Abstract: PO0030
Characterizing AKI from Vancomycin-Associated Nephrotoxicity in Adult Non-ICU Patients at an Inner City Hospital: Incidence and Predictors
Session Information
- AKI Epidemiology, Risk Factors, and Prevention: Clinical Research
October 22, 2020 | Location: On-Demand
Abstract Time: 10:00 AM - 12:00 PM
Category: Acute Kidney Injury
- 101 AKI: Epidemiology, Risk Factors, and Prevention
Authors
- Fletcher, Gerald, Harlem Hospital Center, New York, New York, United States
- Roberts, Levard G., Harlem Hospital Center, New York, New York, United States
- Achi, Sai Santhoshini, Harlem Hospital Center, New York, New York, United States
- Ferguson, Sheldon, Harlem Hospital Center, New York, New York, United States
- Handoo, Maryam M., Harlem Hospital Center, New York, New York, United States
- Sheppard, Richard Stephen, Harlem Hospital Center, New York, New York, United States
- Aung, Aye M., Harlem Hospital Center, New York, New York, United States
- Jain, Sudhanshu, Harlem Hospital Center, New York, New York, United States
- Andrabi, Suhaib A., Harlem Hospital Center, New York, New York, United States
Background
Vancomycin is a widely used antibiotic in the in-patient setting. Concerns of vancomycin-associated nephrotoxicity(VAN) were raised due to impurities associated with the first released parenteral formulations in the 1950s. Nephrotoxicity is reported to have markedly declined with a wide variability in the incidence. There is a dearth of information on the current incidence of VAN as a cause of acute kidney injury(AKI) in adult non-ICU populations. The purpose of this study was to estimate the incidence of VAN AKI and identify risk factors of VAN for this population.
Methods
A cohort of patients admitted between January 2015 and December 2017 with the diagnosis of sepsis and who received at least 3 days of parenteral vancomycin were identified through a retrospective chart review. Exclusions were ESRD or CKD history. Our primary outcome was the occurrence of VAN AKI, defined as an increase in serum creatinine by 0.3 mg/dl or 50% above baseline after vancomycin exposure. The incidence of VAN AKI was determined and we estimated risk factors associated with VAN in a logistic regression model.
Results
587 adult patients received at least 72hours of parenteral vancomycin for the treatment of sepsis during the period.
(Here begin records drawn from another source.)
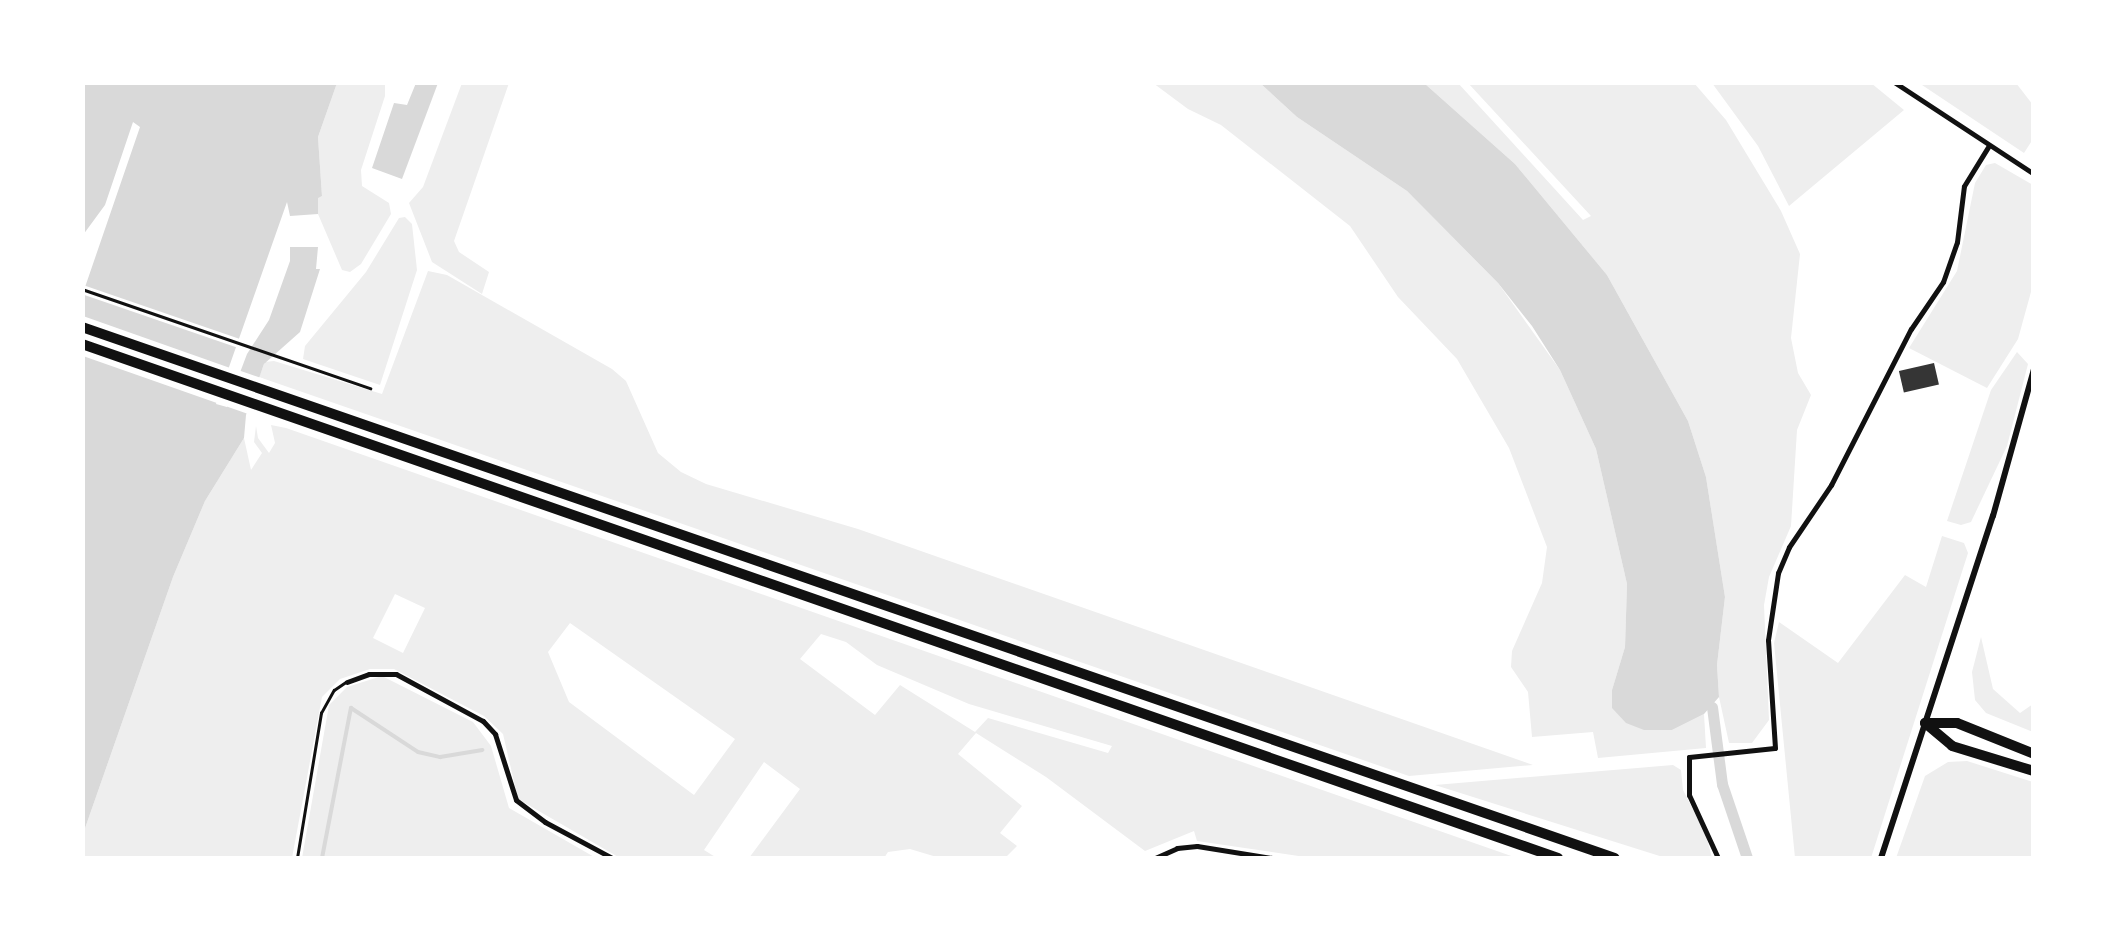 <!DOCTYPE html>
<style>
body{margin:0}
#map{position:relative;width:2116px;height:941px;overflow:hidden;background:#fff;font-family:Merriweather,serif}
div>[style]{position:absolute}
.green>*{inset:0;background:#eee}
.water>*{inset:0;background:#d9d9d9}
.pier>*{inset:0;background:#fff;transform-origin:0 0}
.stream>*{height:4px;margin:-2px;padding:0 2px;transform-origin:2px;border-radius:2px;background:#d9d9d9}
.canal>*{height:11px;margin:-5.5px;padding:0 5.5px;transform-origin:5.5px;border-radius:5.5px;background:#d9d9d9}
.building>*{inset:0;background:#353535;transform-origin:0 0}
.path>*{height:2.5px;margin:-1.25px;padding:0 1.25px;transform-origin:1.25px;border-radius:1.25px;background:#111}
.service>*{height:2.5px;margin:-1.25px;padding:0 1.25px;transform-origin:1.25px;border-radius:1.25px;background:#111}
.minor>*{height:5px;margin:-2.5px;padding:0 2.5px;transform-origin:2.5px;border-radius:2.5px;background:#111}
.tertiary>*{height:6px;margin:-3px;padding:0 3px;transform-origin:3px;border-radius:3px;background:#111}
.motorway>*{height:10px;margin:-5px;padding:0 5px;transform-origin:5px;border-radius:5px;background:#111}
span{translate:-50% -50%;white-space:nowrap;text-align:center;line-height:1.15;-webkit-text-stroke:10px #fff;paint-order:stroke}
.frame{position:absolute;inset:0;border:85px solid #fff;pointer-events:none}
</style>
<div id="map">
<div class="green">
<i style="clip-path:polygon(337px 83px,385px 83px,385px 96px,361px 170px,362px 186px,389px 203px,391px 214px,361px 264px,350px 272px,342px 270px,318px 214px,318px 197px,322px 196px,318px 137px)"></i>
<i style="clip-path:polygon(462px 83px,509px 83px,454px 241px,459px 252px,489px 272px,482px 294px,432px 262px,409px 203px,423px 187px)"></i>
<i style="clip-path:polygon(1153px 83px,1260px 83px,1297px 117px,1407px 191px,1498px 283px,1560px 370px,1596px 449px,1627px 584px,1625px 647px,1612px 690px,1672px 730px,1704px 714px,1706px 748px,1598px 758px,1593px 732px,1532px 737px,1528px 692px,1511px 667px,1512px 651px,1542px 583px,1547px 547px,1509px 448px,1457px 359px,1398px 297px,1350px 226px,1221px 125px,1188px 109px)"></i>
<i style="clip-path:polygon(1424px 83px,1458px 83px,1583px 220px,1591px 216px,1468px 83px,1694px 83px,1726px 120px,1781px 211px,1800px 254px,1791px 338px,1798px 373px,1811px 395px,1797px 430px,1791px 526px,1769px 577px,1764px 605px,1769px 720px,1752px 743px,1729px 743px,1719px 697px,1717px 665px,1725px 597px,1706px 477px,1688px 421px,1607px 275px,1515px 164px)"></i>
<i style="clip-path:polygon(1712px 83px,1871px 83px,1904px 110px,1789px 206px,1758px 146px)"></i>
<i style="clip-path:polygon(1919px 83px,2016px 83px,2033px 105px,2033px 139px,2024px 153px)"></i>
<i style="clip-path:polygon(1995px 163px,2033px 185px,2034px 281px,2018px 339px,1987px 388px,1909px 348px,1957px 271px,1975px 183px,1986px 165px)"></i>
<i style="clip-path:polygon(405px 217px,412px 224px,417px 270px,380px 385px,303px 359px,305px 346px,366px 272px,399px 218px)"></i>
<i style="clip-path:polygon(428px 271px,447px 275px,612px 369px,626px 381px,658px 453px,681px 472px,706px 484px,858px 529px,1533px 765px,1409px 776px,259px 377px,265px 362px,274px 361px,382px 394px)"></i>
<i style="clip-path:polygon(2017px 352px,2028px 364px,2007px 446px,1971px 522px,1961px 525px,1947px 521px,1991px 390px)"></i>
<i style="clip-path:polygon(evenodd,271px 425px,286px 428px,1517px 858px,1312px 858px,1197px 841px,1194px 831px,1145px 851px,1046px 777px,976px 733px,958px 754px,1022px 806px,1000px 833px,1017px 846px,1005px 858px,940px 858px,910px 849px,888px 852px,884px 858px,749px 858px,800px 789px,764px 762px,704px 850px,717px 858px,620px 858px,518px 799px,503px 734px,484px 716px,394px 669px,370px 669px,340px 679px,322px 697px,292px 858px,83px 858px,83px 834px,173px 577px,205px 501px,244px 438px,251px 470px,262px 453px,254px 442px,256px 426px,258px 438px,269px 453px,275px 443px,271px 425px,395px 594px,425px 608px,403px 653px,373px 638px,395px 594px,271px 425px,570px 623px,735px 739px,694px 795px,569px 702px,548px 652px,570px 623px,271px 425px,821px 634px,846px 642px,877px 665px,969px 704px,1112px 746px,1108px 753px,988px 718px,975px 732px,900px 685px,875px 715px,800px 659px,821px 634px)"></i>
<i style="clip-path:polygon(1942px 536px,1964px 543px,1968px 553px,1871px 858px,1795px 858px,1774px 643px,1779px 622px,1838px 663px,1905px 575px,1926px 587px)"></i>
<i style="clip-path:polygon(1981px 637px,1993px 689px,2020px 713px,2033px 704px,2033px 732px,1986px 713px,1975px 700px,1972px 672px)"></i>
<i style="clip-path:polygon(382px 676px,473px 722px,491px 746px,509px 808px,596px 858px,302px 858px,329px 705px,347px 687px)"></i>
<i style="clip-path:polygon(1967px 761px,2033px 782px,2033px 858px,1896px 858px,1925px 776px,1948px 762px)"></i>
<i style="clip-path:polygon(1673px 765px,1681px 770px,1683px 790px,1706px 835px,1712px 858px,1666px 858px,1435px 785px)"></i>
</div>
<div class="water">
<i style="clip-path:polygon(83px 83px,337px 83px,318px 137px,322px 196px,318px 198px,318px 214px,290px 216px,287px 202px,216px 404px,227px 407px,247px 354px,269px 320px,290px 261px,290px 247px,318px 247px,316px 269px,320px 269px,300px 332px,264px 364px,246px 415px,244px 438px,205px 501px,173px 577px,83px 834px,83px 293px,140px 127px,133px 122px,105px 205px,83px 235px)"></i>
<i style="clip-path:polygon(416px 83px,438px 83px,402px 179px,372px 168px,394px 103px,407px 105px)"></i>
<i style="clip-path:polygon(1260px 83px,1424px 83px,1515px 164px,1607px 275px,1688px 421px,1706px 477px,1725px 597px,1717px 665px,1719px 697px,1704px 714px,1672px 730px,1644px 730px,1626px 723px,1612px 708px,1612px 690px,1625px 647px,1627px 584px,1596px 449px,1560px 370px,1532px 326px,1498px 283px,1407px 191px,1297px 117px)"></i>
</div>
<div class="pier">
<i style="left:83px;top:285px;width:169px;height:9px;rotate:19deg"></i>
<i style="clip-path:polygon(83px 316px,233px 369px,224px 401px,235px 369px,264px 379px,251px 415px,83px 356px)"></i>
</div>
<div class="stream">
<i style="left:322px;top:858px;width:153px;rotate:-79.1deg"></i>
<i style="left:351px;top:708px;width:80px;rotate:33.3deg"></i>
<i style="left:418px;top:752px;width:23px;rotate:13deg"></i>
<i style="left:440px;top:757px;width:43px;rotate:-9.5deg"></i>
</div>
<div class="canal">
<i style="left:1712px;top:707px;width:78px;rotate:82.6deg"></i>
<i style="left:1722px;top:784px;width:78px;rotate:71.3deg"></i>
</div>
<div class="building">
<i style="left:1934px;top:363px;width:22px;height:36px;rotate:77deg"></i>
</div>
<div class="path">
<i style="left:82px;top:289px;width:305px;rotate:19deg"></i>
</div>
<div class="service">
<i style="left:297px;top:858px;width:147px;rotate:-80.6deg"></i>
<i style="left:321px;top:713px;width:26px;rotate:-61deg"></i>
<i style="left:334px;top:690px;width:14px;rotate:-34deg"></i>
</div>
<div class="minor">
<i style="left:1894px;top:82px;width:168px;rotate:33.3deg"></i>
<i style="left:347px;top:682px;width:23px;rotate:-20deg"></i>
<i style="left:369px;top:674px;width:27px"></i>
<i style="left:396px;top:674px;width:99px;rotate:28.4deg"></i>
<i style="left:483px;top:721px;width:18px;rotate:47deg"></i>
<i style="left:495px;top:734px;width:69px;rotate:72.3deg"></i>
<i style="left:516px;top:800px;width:36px;rotate:37deg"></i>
<i style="left:545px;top:822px;width:76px;rotate:28.2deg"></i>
<i style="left:896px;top:858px;width:29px"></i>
<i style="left:1155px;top:858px;width:24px;rotate:-24deg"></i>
<i style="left:1177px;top:848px;width:20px;rotate:-6deg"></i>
<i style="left:1197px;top:846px;width:76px;rotate:9.1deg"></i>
<i style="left:1718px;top:858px;width:69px;rotate:-114.7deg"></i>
<i style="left:1689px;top:795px;width:38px;rotate:-90deg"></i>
<i style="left:1689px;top:757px;width:86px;rotate:-6deg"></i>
<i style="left:1775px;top:748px;width:108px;rotate:-93.7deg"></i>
<i style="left:1768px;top:640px;width:68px;rotate:-81.5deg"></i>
<i style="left:1778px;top:573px;width:28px;rotate:-67deg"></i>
<i style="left:1789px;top:547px;width:75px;rotate:-55.9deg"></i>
<i style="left:1831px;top:485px;width:175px;rotate:-62.9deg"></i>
<i style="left:1911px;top:329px;width:57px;rotate:-55.8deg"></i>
<i style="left:1943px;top:282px;width:42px;rotate:-70.7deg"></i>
<i style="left:1957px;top:242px;width:56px;rotate:-82.9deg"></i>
<i style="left:1964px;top:186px;width:46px;rotate:-58.4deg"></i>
</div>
<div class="tertiary">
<i style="left:1881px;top:858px;width:360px;rotate:-71.9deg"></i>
<i style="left:1993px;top:516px;width:153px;rotate:-74.4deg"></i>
</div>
<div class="motorway">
<i style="left:82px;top:327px;width:1622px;rotate:19.11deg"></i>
<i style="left:82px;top:344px;width:1563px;rotate:19.2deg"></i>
<i style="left:1925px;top:723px;width:35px;rotate:40deg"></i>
<i style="left:1952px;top:746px;width:86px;rotate:17deg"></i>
<i style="left:1925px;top:723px;width:32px"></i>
<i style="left:1957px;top:723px;width:83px;rotate:21.9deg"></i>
</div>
<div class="frame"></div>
</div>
Demographics were: male 350(59.6%), female 237(40.4%) and mean age of 62.3 years. Distribution by ethnicity: non-Hispanic Blacks 71.2%, Hispanics 12.6%, non-Hispanic white 3.4% and 12.4% were other ethnicities. The incidence of VAN AKI was 15.24%. These patients had a longer hospital stay (26.8 versus 21.5 days for no VAN AKI), higher mean vancomycin trough levels, longer duration of exposure to vancomycin and a higher Charlston Comorbidity Index (3.5 versus 2.6). Independent predictors for VAN were: mean vancomycin trough level, hypertension, COPD, congestive heart failure, liver disease, severe obesity and dementia (all p values <0.05). Previous ICU admission and hypotension status did not predict VAN AKI.
Conclusion
We report an incidence of VAN AKI of 15.24% in non-ICU adult patients with no history of ESRD or CKD. Risk factors associated with the development of VAN include mean vancomycin trough level, hypertension, congestive heart failure, COPD, liver disease, severe obesity and dementia.